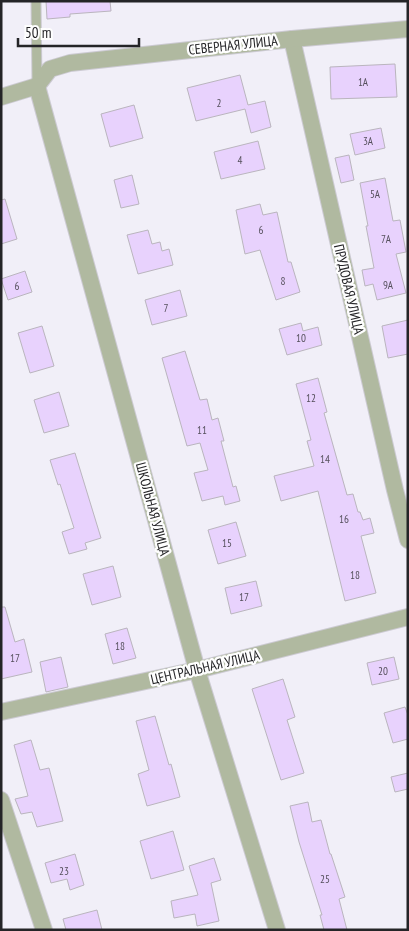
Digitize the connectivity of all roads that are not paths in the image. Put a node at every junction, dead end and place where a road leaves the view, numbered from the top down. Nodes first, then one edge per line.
1 (36, 1) edge
2 (408, 29) edge
3 (292, 39) junction
4 (37, 86) junction
5 (1, 97) edge
6 (408, 540) edge
7 (408, 617) edge
8 (196, 670) junction
9 (1, 712) edge
10 (1, 800) edge
11 (44, 930) edge
12 (277, 930) edge

1 - 4 lane
2 - 3 street, СЕВЕРНАЯ УЛИЦА
3 - 4 street, СЕВЕРНАЯ УЛИЦА
3 - 6 street, ПРУДОВАЯ УЛИЦА
4 - 5 street
4 - 8 street, ШКОЛЬНАЯ УЛИЦА
7 - 8 street, ЦЕНТРАЛЬНАЯ УЛИЦА
8 - 9 street, ЦЕНТРАЛЬНАЯ УЛИЦА
8 - 12 street, ШКОЛЬНАЯ УЛИЦА
10 - 11 street

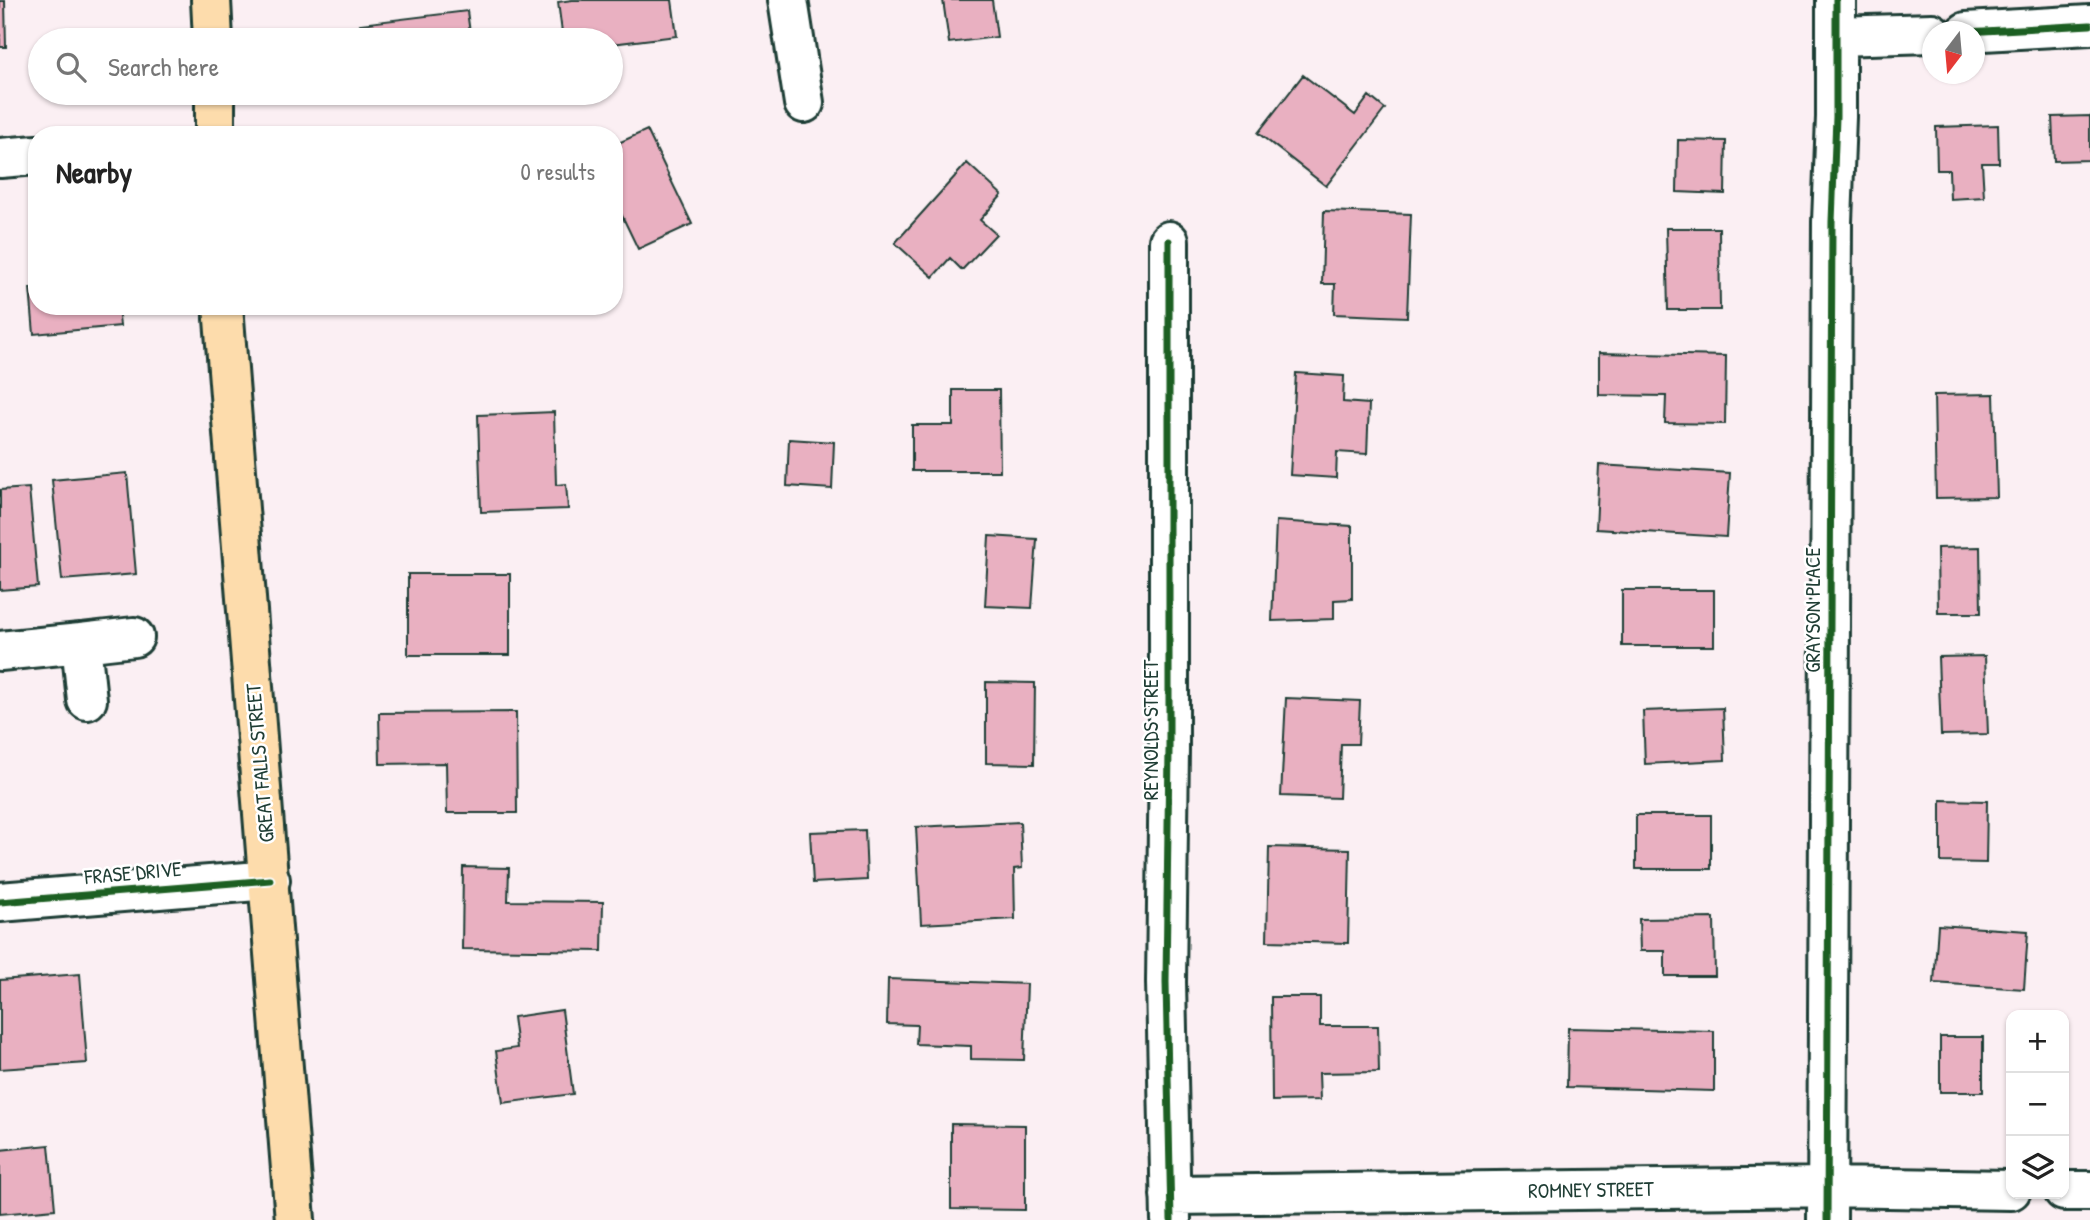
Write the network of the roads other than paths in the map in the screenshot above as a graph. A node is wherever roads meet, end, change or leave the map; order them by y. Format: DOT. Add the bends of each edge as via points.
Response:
graph roads {
  1 [pos="211,0"];
  2 [pos="788,0"];
  3 [pos="1836,18"];
  4 [pos="2090,25"];
  5 [pos="212,28"];
  6 [pos="1922,31"];
  7 [pos="1985,31"];
  8 [pos="804,103"];
  9 [pos="215,105"];
  10 [pos="215,126"];
  11 [pos="28,156"];
  12 [pos="0,158"];
  13 [pos="1169,241"];
  14 [pos="224,315"];
  15 [pos="134,637"];
  16 [pos="80,642"];
  17 [pos="0,651"];
  18 [pos="87,699"];
  19 [pos="270,880"];
  20 [pos="0,902"];
  21 [pos="2006,1190"];
  22 [pos="2069,1191"];
  23 [pos="2090,1191"];
  24 [pos="1827,1204"];
  25 [pos="1170,1208"];
  26 [pos="295,1220"];
  1 -- 5 [label="main road"];
  2 -- 8 [label="street"];
  3 -- 6 [label="street"];
  3 -- 24 [label="street, GRAYSON PLACE"];
  4 -- 7 [label="street"];
  9 -- 10 [label="main road"];
  11 -- 12 [label="street"];
  13 -- 25 [label="street, REYNOLDS STREET" via="1166,982"];
  14 -- 19 [label="main road, GREAT FALLS STREET"];
  15 -- 16 [label="street"];
  16 -- 17 [label="street"];
  16 -- 18 [label="street"];
  19 -- 20 [label="street, FRASE DRIVE"];
  19 -- 26 [label="main road, GREAT FALLS STREET"];
  21 -- 24 [label="street, ROMNEY STREET"];
  22 -- 23 [label="street"];
  24 -- 25 [label="street, ROMNEY STREET"];
}
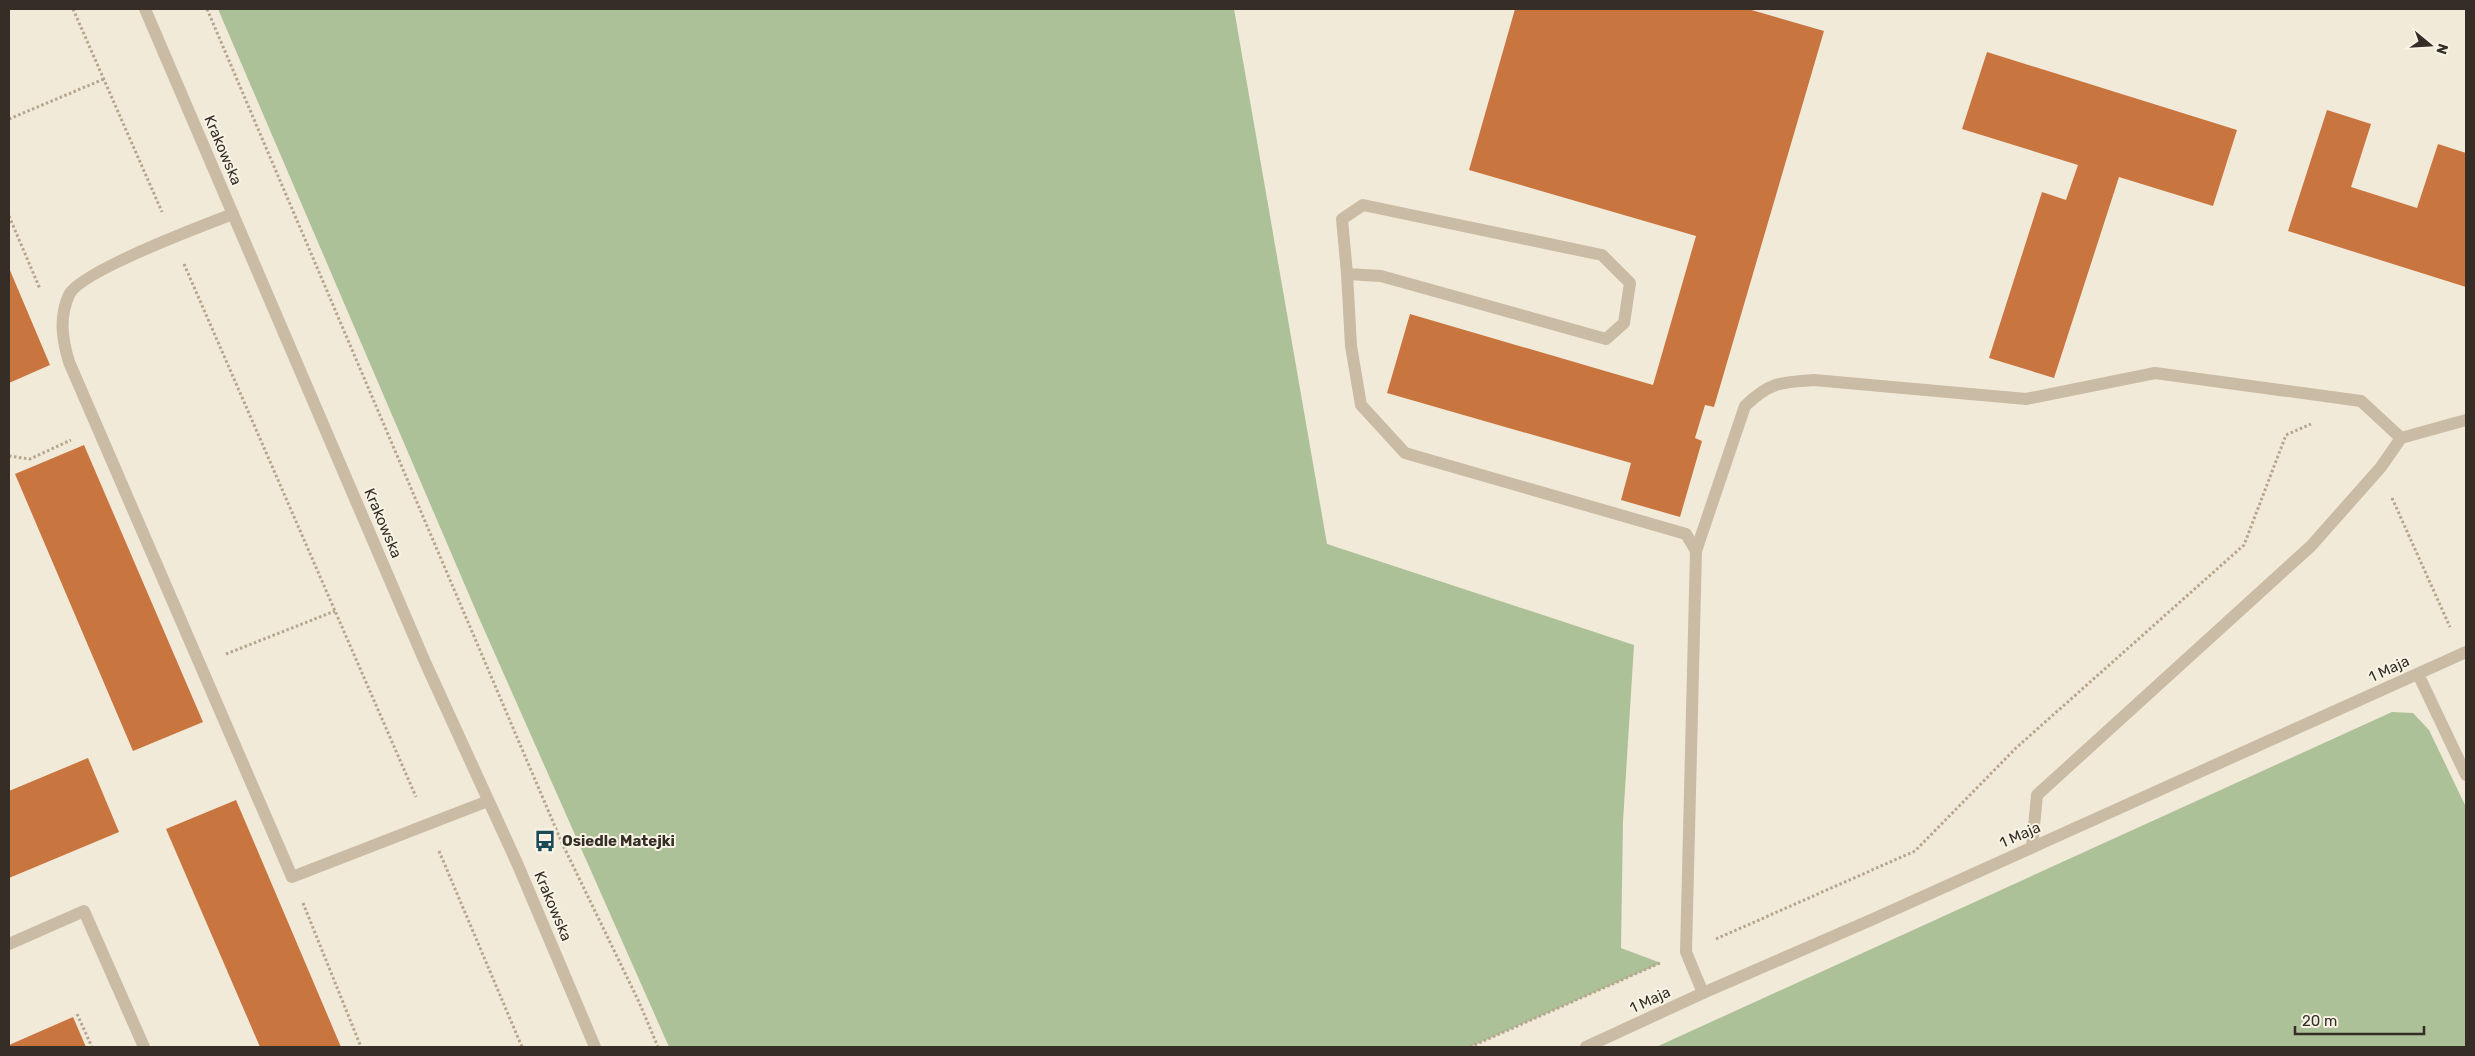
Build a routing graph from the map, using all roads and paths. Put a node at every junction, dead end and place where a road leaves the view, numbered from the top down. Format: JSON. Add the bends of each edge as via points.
{"nodes":[{"id":1,"x":73,"y":9,"type":"edge"},
{"id":2,"x":145,"y":9,"type":"edge"},
{"id":3,"x":207,"y":9,"type":"edge"},
{"id":4,"x":104,"y":80,"type":"junction"},
{"id":5,"x":9,"y":119,"type":"edge"},
{"id":6,"x":232,"y":214,"type":"junction"},
{"id":7,"x":9,"y":216,"type":"edge"},
{"id":8,"x":173,"y":237,"type":"junction"},
{"id":9,"x":1347,"y":274,"type":"junction"},
{"id":10,"x":44,"y":297,"type":"dead end"},
{"id":11,"x":2361,"y":401,"type":"junction"},
{"id":12,"x":2466,"y":420,"type":"edge"},
{"id":13,"x":97,"y":428,"type":"junction"},
{"id":14,"x":2401,"y":438,"type":"junction"},
{"id":15,"x":9,"y":456,"type":"edge"},
{"id":16,"x":2381,"y":467,"type":"junction"},
{"id":17,"x":1696,"y":551,"type":"junction"},
{"id":18,"x":335,"y":611,"type":"junction"},
{"id":19,"x":2464,"y":654,"type":"edge"},
{"id":20,"x":200,"y":664,"type":"junction"},
{"id":21,"x":2418,"y":674,"type":"junction"},
{"id":22,"x":2466,"y":775,"type":"edge"},
{"id":23,"x":488,"y":801,"type":"junction"},
{"id":24,"x":428,"y":824,"type":"junction"},
{"id":25,"x":2032,"y":847,"type":"junction"},
{"id":26,"x":292,"y":876,"type":"junction"},
{"id":27,"x":9,"y":944,"type":"edge"},
{"id":28,"x":1686,"y":952,"type":"junction"},
{"id":29,"x":1703,"y":993,"type":"junction"},
{"id":30,"x":77,"y":1014,"type":"dead end"},
{"id":31,"x":92,"y":1047,"type":"edge"},
{"id":32,"x":144,"y":1047,"type":"edge"},
{"id":33,"x":361,"y":1047,"type":"edge"},
{"id":34,"x":522,"y":1047,"type":"edge"},
{"id":35,"x":595,"y":1047,"type":"edge"},
{"id":36,"x":658,"y":1047,"type":"edge"},
{"id":37,"x":1470,"y":1047,"type":"edge"},
{"id":38,"x":1586,"y":1047,"type":"edge"}],
"edges":[{"from":1,"to":4,"type":"path"},
{"from":2,"to":6,"type":"street","name":"Krakowska"},
{"from":3,"to":36,"type":"path","via":[[562,843]]},
{"from":4,"to":5,"type":"path"},
{"from":4,"to":8,"type":"path"},
{"from":6,"to":8,"type":"street"},
{"from":6,"to":23,"type":"street","name":"Krakowska"},
{"from":7,"to":10,"type":"path"},
{"from":8,"to":13,"type":"street","via":[[82,280],[69,293],[62,314],[63,342]]},
{"from":8,"to":18,"type":"path"},
{"from":9,"to":9,"type":"street","via":[[1381,276],[1606,339],[1624,322],[1630,283],[1602,256],[1363,205],[1342,219]]},
{"from":9,"to":17,"type":"street","via":[[1351,346],[1361,405],[1404,453],[1686,534]]},
{"from":11,"to":14,"type":"street"},
{"from":11,"to":17,"type":"street","via":[[2155,373],[2026,399],[1814,380],[1782,382],[1760,392],[1745,406]]},
{"from":11,"to":28,"type":"path","via":[[2286,435],[2244,545],[2016,748],[1915,851]]},
{"from":12,"to":14,"type":"street"},
{"from":13,"to":15,"type":"path","via":[[30,460]]},
{"from":13,"to":20,"type":"street"},
{"from":14,"to":16,"type":"street"},
{"from":16,"to":19,"type":"path","via":[[2398,513]]},
{"from":16,"to":25,"type":"street","via":[[2311,546],[2037,795]]},
{"from":17,"to":28,"type":"street"},
{"from":18,"to":20,"type":"path"},
{"from":18,"to":24,"type":"path"},
{"from":19,"to":21,"type":"street","name":"1 Maja"},
{"from":20,"to":26,"type":"street"},
{"from":21,"to":22,"type":"street"},
{"from":21,"to":25,"type":"street","name":"1 Maja"},
{"from":23,"to":24,"type":"street"},
{"from":23,"to":35,"type":"street","name":"Krakowska"},
{"from":24,"to":26,"type":"street"},
{"from":24,"to":34,"type":"path"},
{"from":25,"to":29,"type":"street","name":"1 Maja"},
{"from":26,"to":33,"type":"path"},
{"from":27,"to":32,"type":"street","via":[[84,911]]},
{"from":28,"to":29,"type":"street"},
{"from":28,"to":37,"type":"path"},
{"from":29,"to":38,"type":"street","name":"1 Maja"},
{"from":30,"to":31,"type":"path"}]}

───

[WORK REQUIRED]: The job here is to find each line above with the word "bends" and copy it.

[TASK RESULT]:
Write the network of the roads other than paths in the map in the screenshot above as a graph. A node is wherever roads meet, end, change or leave the map; order them by y. Format: DOT. Add the bends of each edge as via points.
Build a routing graph from the map, using all roads and paths. Put a node at every junction, dead end and place where a road leaves the view, numbered from the top down. Format: JSON. Add the bends of each edge as via points.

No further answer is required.